The Supreme Court of the United States ruled today in Husted v. A. Phillip Randolph Institute, upholding the supplemental process used in Ohio to maintain the Statewide Voter Registration Database. The following may be attributed to Ohio Secretary of State Jon Husted:
“Today’s decision is a victory for election integrity, and a defeat for those who use the federal court system to make election law across the country. This decision is validation of Ohio’s efforts to clean up the voter rolls and now with the blessing nation’s highest court, it can serve as a model for other states to use.”
Excerpts from today’s Supreme Court decision:
“The process that Ohio uses to remove voters on change-of residence grounds does not violate the Failure-to-Vote Clause or any other part of the NVRA…Ohio’s removal process follows subsection (d) to the letter: It does not remove a registrant on change-of-residence grounds unless the registrant is sent and fails to mail back a return card and then fails to vote for an additional four years.”
“… the explanation added by HAVA in 2002 makes it clear that the statutory phrase ‘by reasons of the person’s failure to vote’ in the Failure-to-Vote Clause does not categorically preclude the use of nonvoting as a test for removal.”
“As noted, subsection (d), the provision of the NVRA that directly addresses the procedures that a State must follow before removing a registrant from the rolls on change-of residence grounds, provides that a State may remove a registrant who “(i) has failed to respond to a notice” and “(ii) has not voted or appeared to vote . . . during the period beginning on the date of the notice and ending on the day after the date of the second general election for Federal office that occurs after the date of the notice” (about four years). Not only are States allowed to remove registrants who satisfy these requirements, but federal law makes this removal mandatory.
“Respondents argue (and the Sixth Circuit held) that, even if Ohio’s process complies with subsection (d), it nevertheless violates the Failure-to-Vote Clause—the clause that generally prohibits States from removing people from the rolls “by reason of [a] person’s failure to vote.” Respondents point out that Ohio’s Supplemental Process uses a person’s failure to vote twice: once as the trigger for sending return cards and again as one of the requirements for removal. Respondents conclude that this use of nonvoting is illegal. We reject this argument because the Failure-to-Vote Clause, both as originally enacted in the NVRA and as amended by HAVA, simply forbids the use of nonvoting as the sole criterion for removing a registrant, and Ohio does not use it that way. Instead, as permitted by subsection (d), Ohio removes registrants only if they have failed to vote and have failed to respond to a notice.”
“There is no plausible reason why Congress would enact the provision that respondents envision. As interpreted by respondents, HAVA would be like a law that contains one provision making it illegal to drive with a blood alcohol level of 0.08 or higher and another provision making it illegal to drive with a blood alcohol level of 0.10 or higher. The second provision would not only be redundant; it would be confusing and downright silly.”

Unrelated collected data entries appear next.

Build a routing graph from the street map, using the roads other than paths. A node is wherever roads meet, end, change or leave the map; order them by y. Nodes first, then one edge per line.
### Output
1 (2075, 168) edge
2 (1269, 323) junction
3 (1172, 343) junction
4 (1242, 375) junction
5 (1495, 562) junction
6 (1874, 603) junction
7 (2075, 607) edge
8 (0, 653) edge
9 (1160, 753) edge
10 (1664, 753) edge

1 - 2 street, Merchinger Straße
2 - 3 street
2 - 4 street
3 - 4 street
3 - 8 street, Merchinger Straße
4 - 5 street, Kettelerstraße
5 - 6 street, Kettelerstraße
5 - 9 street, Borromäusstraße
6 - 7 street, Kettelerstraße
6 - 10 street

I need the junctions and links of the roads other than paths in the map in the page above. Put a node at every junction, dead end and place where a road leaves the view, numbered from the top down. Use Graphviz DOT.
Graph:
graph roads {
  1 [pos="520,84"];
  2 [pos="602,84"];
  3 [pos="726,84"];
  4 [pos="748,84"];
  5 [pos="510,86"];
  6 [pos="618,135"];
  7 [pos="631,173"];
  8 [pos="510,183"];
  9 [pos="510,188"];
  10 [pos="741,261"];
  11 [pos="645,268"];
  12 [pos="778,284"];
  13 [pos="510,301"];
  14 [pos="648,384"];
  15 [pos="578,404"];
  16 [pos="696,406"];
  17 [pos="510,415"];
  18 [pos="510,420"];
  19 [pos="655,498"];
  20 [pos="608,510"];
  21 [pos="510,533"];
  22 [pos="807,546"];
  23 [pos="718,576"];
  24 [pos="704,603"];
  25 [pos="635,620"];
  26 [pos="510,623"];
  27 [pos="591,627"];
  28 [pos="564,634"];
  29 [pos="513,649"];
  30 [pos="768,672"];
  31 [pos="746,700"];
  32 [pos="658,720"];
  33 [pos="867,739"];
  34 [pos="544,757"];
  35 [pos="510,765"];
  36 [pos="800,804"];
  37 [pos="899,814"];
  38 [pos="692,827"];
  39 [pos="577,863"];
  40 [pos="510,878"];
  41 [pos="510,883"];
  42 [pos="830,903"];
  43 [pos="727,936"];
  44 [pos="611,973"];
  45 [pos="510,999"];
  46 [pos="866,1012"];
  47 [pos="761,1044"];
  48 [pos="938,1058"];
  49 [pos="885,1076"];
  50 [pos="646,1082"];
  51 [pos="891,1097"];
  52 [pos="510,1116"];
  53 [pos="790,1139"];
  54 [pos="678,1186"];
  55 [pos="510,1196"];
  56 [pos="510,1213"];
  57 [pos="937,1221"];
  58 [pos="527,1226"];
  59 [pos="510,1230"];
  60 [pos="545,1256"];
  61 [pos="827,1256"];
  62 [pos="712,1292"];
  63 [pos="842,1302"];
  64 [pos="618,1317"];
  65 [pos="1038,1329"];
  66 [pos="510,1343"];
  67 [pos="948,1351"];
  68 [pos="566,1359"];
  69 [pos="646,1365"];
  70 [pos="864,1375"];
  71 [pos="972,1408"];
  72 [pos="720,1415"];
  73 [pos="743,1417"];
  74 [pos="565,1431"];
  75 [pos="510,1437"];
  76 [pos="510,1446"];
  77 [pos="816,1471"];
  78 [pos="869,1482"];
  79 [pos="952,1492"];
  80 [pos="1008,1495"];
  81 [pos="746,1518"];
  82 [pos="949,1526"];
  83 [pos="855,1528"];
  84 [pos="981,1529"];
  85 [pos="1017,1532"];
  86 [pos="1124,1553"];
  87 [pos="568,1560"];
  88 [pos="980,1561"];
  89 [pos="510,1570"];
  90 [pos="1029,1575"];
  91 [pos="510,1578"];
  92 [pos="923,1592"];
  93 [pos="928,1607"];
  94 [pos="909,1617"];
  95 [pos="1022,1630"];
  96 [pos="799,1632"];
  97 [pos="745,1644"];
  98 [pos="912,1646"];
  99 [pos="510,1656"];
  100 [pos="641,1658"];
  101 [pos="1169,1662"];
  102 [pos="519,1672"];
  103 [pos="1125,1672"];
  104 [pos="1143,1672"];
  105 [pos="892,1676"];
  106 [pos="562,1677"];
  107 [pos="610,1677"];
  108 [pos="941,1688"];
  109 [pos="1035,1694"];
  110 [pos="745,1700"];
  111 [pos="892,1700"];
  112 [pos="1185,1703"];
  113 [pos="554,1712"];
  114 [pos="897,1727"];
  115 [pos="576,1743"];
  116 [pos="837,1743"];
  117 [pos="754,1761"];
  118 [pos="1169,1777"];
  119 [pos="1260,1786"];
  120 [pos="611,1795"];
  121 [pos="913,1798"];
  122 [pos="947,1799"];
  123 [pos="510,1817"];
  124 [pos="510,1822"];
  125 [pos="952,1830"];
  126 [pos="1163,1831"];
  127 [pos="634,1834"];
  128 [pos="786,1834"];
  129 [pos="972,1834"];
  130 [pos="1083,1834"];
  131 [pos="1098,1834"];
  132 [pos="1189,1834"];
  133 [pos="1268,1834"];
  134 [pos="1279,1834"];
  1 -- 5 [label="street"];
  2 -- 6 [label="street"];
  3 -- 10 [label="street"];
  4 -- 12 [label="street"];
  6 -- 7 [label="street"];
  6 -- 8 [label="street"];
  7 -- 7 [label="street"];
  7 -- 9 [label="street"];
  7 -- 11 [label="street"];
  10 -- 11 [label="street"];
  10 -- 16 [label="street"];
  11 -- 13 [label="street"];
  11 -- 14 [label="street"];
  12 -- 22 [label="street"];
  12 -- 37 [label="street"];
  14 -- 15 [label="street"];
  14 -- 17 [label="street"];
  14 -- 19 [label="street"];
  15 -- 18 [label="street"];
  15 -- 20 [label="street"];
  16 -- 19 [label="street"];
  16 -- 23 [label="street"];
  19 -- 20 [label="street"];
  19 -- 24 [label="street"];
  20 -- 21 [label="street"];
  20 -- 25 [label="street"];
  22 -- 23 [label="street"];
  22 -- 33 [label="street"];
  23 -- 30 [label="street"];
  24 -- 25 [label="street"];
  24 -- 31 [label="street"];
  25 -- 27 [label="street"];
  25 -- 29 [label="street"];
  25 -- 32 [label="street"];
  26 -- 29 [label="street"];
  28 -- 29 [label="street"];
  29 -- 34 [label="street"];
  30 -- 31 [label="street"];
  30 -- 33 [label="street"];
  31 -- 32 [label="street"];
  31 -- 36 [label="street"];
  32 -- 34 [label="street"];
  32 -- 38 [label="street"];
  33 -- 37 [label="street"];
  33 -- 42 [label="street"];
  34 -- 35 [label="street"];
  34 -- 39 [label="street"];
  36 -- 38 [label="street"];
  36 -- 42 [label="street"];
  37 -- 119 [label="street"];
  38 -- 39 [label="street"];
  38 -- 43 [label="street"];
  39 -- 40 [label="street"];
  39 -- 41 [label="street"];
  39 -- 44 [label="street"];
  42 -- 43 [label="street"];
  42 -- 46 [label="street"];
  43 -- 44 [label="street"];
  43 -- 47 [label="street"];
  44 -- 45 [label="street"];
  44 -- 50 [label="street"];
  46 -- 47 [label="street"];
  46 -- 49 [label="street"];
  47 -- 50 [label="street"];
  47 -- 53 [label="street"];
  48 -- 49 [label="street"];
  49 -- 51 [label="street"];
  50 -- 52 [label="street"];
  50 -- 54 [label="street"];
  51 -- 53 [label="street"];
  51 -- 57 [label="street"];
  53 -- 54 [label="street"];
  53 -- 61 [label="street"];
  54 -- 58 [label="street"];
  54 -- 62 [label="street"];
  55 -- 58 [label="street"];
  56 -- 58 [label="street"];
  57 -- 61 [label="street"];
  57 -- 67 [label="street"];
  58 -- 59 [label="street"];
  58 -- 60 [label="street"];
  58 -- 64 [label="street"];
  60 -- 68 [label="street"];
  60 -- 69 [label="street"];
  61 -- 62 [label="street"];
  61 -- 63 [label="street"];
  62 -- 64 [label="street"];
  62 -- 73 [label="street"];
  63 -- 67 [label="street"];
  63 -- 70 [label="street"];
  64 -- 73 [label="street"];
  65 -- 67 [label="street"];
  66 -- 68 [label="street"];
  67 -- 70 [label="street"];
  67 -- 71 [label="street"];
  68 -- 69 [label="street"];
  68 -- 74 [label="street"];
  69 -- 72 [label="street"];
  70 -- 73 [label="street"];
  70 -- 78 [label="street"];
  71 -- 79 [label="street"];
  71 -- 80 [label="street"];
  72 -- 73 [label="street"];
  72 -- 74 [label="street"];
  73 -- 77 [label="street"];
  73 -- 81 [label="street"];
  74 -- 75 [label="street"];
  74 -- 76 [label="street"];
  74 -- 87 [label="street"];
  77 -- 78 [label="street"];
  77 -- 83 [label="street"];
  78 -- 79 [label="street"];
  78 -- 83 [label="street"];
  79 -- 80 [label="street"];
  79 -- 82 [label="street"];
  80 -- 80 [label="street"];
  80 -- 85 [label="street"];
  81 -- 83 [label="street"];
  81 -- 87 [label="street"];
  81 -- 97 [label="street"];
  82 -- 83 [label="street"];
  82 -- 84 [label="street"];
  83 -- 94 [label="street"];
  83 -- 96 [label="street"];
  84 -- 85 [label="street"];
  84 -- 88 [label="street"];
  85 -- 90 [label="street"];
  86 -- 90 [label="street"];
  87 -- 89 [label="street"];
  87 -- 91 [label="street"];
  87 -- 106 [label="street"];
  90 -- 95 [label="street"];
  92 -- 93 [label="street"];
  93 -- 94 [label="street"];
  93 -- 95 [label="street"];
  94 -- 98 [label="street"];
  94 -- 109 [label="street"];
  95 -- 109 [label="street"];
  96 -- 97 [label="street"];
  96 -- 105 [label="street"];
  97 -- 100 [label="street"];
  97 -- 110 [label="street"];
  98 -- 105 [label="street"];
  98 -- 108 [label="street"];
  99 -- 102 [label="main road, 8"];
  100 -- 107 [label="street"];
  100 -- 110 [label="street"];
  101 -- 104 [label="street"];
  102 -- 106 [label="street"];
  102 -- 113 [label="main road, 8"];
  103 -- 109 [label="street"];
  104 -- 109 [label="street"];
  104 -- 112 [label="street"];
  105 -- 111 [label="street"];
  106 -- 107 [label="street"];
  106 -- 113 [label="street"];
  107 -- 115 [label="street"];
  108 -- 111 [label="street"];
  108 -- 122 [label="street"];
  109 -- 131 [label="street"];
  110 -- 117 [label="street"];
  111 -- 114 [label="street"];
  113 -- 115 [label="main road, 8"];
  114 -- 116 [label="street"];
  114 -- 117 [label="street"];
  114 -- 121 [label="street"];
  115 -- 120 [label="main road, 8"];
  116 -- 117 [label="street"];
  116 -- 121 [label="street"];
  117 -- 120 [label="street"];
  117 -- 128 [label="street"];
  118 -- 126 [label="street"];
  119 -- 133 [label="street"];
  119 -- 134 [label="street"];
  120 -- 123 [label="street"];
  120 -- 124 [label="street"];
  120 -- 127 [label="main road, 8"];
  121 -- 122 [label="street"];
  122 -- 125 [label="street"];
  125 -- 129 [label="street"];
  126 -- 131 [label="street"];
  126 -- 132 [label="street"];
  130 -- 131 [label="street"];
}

“This argument is based on a dubious empirical conclusion that the NVRA and HAVA do not allow us to indulge. Congress clearly did not think that the failure to send back a return card was of no evidentiary value because Congress made that conduct one of the two requirements for removal under subsection (d).”
“Ohio simply treats the failure to return a notice and the failure to vote as evidence that a registrant has moved, not as a ground for removal. And in doing this, Ohio simply follows federal law.”
“The notice in question here warns recipients that unless they take the simple and easy step of mailing back the preaddressed, postage prepaid card— or take the equally easy step of updating their information online—their names may be removed from the voting rolls if they do not vote during the next four years. It was Congress’s judgment that a reasonable person with an interest in voting is not likely to ignore notice of this sort.”